Jetzt ist es bewiesen das es nicht der Twain war.
leute, sachlich bleiben! letztlich gehts hier nicht um literaturgeschichte und korrekte quellenangaben, sondern um ein ganz normales menschliches verhalten, welches zudem passend kommentiert wurde.
mir isses absolut schnuppe, ob sich einstein, mark twain oder arnold schwarzenegger dazu geäussert hat! ich kann eure erbsenzählerei nicht ganz nachvollziehen!
Ich hätte bei der Beerdigung meines Vaters Orgel spielen sollen.
Ich habe aber gleich abgewunken. Mir war klar, daß ich das nicht schaffe. Bei Fremden ist es kein Problem, aber bei Angehörigen ist das eine extrem emotionale Belastung.
Als bei der Trauerfeier dann das erste Lied kam, konnte ich nichtmal mitsingen…
Nicht streiten Leute. Ist doch eh alles frei erfunden.
@Bloghouse: wohl wahr.
Aber trotzdem lese ich hier täglich mit und habe viel Spaß dran. Ist wohl das Äquivalent zum Märchen der „guten alten Zeit“. Wahrer Kern, viel drumherumgesponnen, schön erzählt und meistens ne gute Pointe am End‘.
Gruß ausm Officeblog (wo natürlich das ganze ganz ganz anders ist)
@Nightstallion: Guugel kaputt?

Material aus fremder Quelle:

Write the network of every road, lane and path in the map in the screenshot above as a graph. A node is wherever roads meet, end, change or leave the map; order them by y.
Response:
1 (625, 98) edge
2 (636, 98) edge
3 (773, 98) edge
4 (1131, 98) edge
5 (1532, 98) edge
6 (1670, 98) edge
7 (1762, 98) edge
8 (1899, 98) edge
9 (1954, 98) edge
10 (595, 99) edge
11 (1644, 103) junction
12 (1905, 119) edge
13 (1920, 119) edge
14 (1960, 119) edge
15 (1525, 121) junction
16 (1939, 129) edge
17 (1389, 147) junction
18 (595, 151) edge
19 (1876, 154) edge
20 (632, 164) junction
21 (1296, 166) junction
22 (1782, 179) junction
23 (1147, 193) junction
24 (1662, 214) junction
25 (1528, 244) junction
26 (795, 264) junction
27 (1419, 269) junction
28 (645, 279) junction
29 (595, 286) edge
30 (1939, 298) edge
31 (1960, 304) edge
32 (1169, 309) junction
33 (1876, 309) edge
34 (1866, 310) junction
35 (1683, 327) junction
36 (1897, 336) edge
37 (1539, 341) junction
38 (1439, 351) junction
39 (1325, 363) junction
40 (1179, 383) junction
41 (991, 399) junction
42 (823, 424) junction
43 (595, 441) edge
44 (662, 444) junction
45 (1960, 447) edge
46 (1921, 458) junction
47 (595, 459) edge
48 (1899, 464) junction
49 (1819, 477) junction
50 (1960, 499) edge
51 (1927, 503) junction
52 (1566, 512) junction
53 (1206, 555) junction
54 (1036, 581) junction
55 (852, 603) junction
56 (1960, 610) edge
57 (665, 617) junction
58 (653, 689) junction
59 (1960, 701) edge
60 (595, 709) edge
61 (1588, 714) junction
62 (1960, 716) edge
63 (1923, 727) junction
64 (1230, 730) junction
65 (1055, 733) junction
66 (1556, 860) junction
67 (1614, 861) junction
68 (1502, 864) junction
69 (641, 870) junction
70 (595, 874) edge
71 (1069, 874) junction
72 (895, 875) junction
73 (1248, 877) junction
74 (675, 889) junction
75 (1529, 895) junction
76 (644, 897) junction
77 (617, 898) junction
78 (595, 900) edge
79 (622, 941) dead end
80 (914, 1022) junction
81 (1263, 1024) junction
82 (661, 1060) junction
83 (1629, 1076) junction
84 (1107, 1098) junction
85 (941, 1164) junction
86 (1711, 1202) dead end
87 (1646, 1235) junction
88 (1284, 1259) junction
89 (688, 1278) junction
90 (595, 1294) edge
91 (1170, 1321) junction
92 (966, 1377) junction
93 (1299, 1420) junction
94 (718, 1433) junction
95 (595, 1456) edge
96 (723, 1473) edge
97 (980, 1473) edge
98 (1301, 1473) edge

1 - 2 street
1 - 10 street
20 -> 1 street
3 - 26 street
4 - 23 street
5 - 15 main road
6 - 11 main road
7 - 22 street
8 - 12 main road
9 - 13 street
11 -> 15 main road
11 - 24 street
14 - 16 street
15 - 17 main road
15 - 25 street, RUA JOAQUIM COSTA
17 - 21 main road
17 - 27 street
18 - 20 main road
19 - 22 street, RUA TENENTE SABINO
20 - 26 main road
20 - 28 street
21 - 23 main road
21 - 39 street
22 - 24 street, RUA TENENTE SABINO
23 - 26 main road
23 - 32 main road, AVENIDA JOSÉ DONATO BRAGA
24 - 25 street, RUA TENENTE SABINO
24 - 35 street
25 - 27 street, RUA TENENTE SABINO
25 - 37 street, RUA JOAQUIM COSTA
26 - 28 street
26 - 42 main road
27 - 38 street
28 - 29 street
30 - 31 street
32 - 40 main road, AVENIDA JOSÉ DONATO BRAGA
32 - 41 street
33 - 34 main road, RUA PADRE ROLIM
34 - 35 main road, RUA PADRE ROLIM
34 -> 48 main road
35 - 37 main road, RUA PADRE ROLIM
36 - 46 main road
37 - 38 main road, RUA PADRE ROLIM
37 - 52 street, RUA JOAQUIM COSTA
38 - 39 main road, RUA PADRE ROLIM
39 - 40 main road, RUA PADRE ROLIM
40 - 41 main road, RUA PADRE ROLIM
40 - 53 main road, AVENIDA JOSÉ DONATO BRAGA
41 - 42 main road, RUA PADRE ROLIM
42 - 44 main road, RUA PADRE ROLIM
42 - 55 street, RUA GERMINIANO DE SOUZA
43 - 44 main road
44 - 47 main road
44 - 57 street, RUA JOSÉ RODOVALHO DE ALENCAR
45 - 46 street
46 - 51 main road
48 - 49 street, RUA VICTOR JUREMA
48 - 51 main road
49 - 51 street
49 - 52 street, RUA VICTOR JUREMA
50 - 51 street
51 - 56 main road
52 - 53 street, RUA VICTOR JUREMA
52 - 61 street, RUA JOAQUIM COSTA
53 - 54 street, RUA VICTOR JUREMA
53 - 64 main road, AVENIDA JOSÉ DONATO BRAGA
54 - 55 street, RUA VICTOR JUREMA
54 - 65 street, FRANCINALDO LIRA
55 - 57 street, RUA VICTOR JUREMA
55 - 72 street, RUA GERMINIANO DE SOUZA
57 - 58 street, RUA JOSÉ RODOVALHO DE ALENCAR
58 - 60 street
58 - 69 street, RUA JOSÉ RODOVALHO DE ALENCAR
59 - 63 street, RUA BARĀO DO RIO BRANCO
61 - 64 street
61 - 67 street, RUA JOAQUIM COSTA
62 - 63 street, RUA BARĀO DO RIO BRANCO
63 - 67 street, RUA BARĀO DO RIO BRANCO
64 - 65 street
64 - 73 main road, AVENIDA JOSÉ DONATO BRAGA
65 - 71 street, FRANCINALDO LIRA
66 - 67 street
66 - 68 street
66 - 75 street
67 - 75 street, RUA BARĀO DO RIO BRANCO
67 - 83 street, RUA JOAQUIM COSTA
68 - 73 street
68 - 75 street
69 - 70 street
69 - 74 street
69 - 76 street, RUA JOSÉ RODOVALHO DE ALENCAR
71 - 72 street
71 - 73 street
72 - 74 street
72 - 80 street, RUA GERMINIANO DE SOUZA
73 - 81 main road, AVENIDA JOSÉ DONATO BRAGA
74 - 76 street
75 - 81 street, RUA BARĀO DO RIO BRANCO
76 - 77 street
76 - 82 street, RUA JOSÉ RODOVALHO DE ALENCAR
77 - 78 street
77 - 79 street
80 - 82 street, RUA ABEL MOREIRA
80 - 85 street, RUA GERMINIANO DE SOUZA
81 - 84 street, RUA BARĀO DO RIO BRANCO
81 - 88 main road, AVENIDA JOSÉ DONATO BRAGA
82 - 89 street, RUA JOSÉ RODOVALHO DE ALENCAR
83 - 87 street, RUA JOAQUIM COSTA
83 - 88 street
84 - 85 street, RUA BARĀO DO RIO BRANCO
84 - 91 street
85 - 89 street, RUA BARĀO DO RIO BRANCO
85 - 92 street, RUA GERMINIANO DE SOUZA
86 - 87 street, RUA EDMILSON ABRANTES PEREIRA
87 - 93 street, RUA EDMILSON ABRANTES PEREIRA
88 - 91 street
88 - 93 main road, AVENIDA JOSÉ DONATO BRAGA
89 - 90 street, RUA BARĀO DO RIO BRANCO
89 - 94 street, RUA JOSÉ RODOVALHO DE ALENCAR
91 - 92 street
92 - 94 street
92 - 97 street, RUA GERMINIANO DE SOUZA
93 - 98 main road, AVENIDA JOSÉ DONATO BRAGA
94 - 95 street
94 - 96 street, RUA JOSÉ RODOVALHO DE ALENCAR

Also ich kann außer MT keine andere Quelle finden, aber ich benutze auch meist Jahuu.
Wie sich’s auf Deutsch verbreitet, ist mir relativ wurscht — ich hab auf Englisch nach „brain great speech“ und Varianten davon gesucht und nix zu Twain gefunden, und der deutsche Wikipediaartikel gibt leider auch keine Referenz an, ist also als Quelle wertlos. (Stehe Wikipedia generell sehr positiv gegenüber, arbeite bei der Englischen auch viel mit, aber ohne Quellenangaben sind Informationen halt nicht viel wert.)
Um was geht es hier eigentlich? Weil eine zitierte Person falsch zitiert? Oder weil ihr euch über die Quellen eines Zitates uneinig seit? Oder um was?
Mal ganz ehrlich: Ist doch scheissegal wer das gesagt hat, die Frau die das Zitat brachte, hat den Nagel auf den Kopf getroffen.
Na wird auch zeit dass jemand diesem arroganten wiederlichen Schreiberling sein Handwerk legt.
Mal nach der Adresse googeln und vorbeifahren. Dem Arsch muss man in denselben treten.
Da haben sich ja wieder die richtigen Erbsenfic… äh …Korinthenkacker getroffen. Ist doch sowas von wurscht, von wem das Zitat nun stammt, ich fands sehr lustig und angebracht. 😉
achtung, ein weiteres zitat von mark twain:
Gott hat den Menschen erschaffen,
nachdem er vom Affen enttäuscht war.
Danach hat er auf weitere Experimente verzichtet…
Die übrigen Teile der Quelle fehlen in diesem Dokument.